(Extracted data entries)
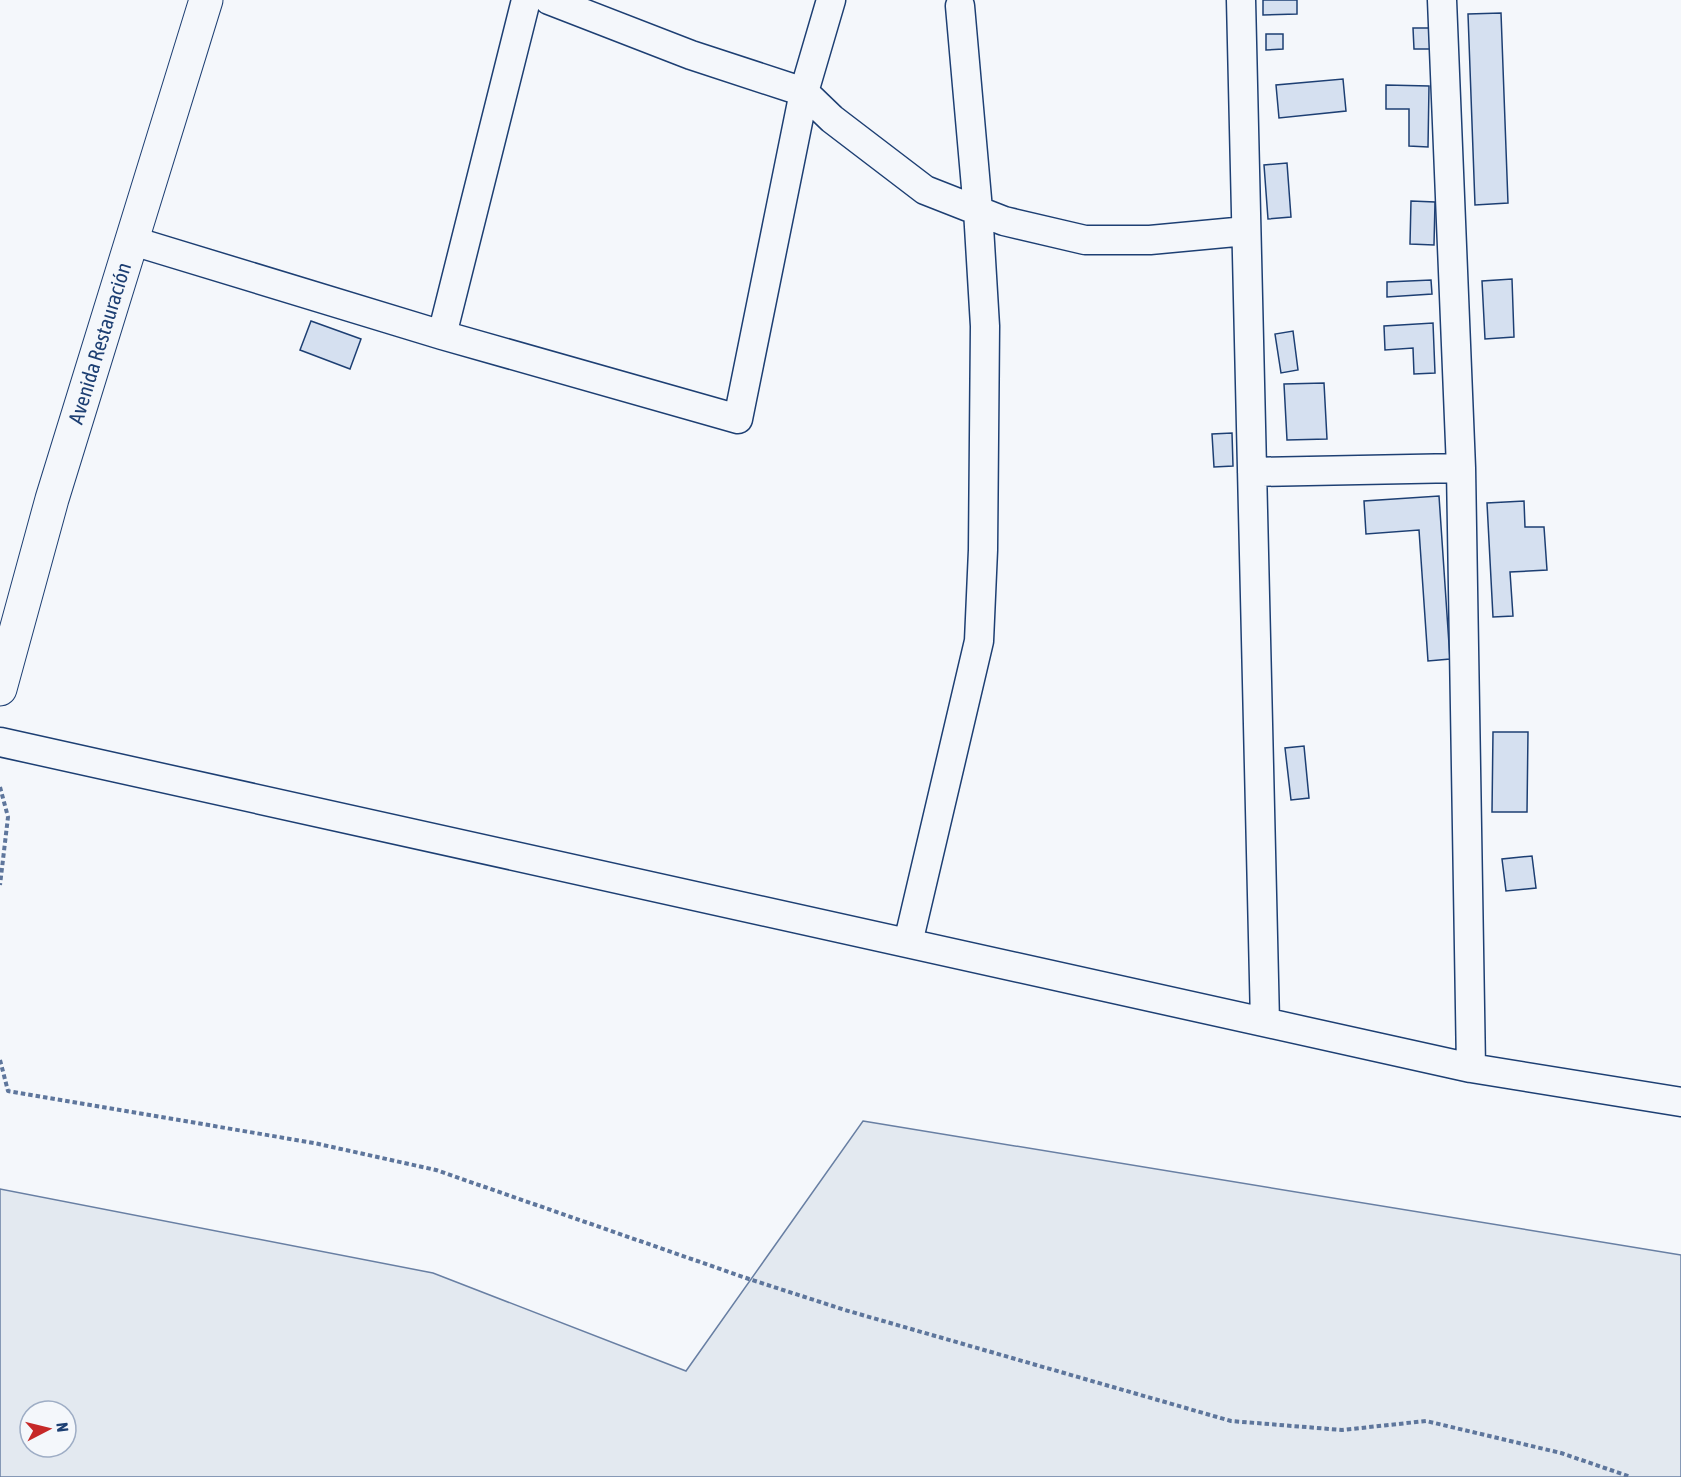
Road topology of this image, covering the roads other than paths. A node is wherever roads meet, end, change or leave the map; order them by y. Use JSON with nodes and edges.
{"nodes":[{"id":1,"x":206,"y":0,"type":"edge"},
{"id":2,"x":526,"y":0,"type":"edge"},
{"id":3,"x":549,"y":0,"type":"edge"},
{"id":4,"x":831,"y":0,"type":"edge"},
{"id":5,"x":1241,"y":0,"type":"edge"},
{"id":6,"x":1442,"y":0,"type":"edge"},
{"id":7,"x":960,"y":6,"type":"dead end"},
{"id":8,"x":804,"y":92,"type":"junction"},
{"id":9,"x":978,"y":210,"type":"junction"},
{"id":10,"x":1246,"y":231,"type":"junction"},
{"id":11,"x":133,"y":241,"type":"junction"},
{"id":12,"x":442,"y":335,"type":"junction"},
{"id":13,"x":1461,"y":468,"type":"junction"},
{"id":14,"x":1252,"y":472,"type":"junction"},
{"id":15,"x":0,"y":690,"type":"edge"},
{"id":16,"x":0,"y":741,"type":"edge"},
{"id":17,"x":908,"y":943,"type":"junction"},
{"id":18,"x":1265,"y":1022,"type":"junction"},
{"id":19,"x":1471,"y":1068,"type":"junction"},
{"id":20,"x":1681,"y":1102,"type":"edge"}],
"edges":[{"from":1,"to":11,"type":"street","name":"Avenida Restauración"},
{"from":2,"to":12,"type":"street"},
{"from":3,"to":8,"type":"street"},
{"from":4,"to":8,"type":"street"},
{"from":5,"to":10,"type":"street"},
{"from":6,"to":13,"type":"street"},
{"from":7,"to":9,"type":"street"},
{"from":8,"to":9,"type":"street"},
{"from":8,"to":12,"type":"street"},
{"from":9,"to":10,"type":"street"},
{"from":9,"to":17,"type":"street"},
{"from":10,"to":14,"type":"street"},
{"from":11,"to":12,"type":"street"},
{"from":11,"to":15,"type":"street","name":"Avenida Restauración"},
{"from":13,"to":14,"type":"street"},
{"from":13,"to":19,"type":"street"},
{"from":14,"to":18,"type":"street"},
{"from":16,"to":17,"type":"street"},
{"from":17,"to":18,"type":"street"},
{"from":18,"to":19,"type":"street"},
{"from":19,"to":20,"type":"street"}]}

▶ _Exercise objective_
Each line above that holds the string "edges" should be copied and shown.

▶ _Your solution_
Road topology of this image, covering the roads other than paths. A node is wherever roads meet, end, change or leave the map; order them by y. Use JSON with nodes and edges.
"edges":[{"from":1,"to":11,"type":"street","name":"Avenida Restauración"},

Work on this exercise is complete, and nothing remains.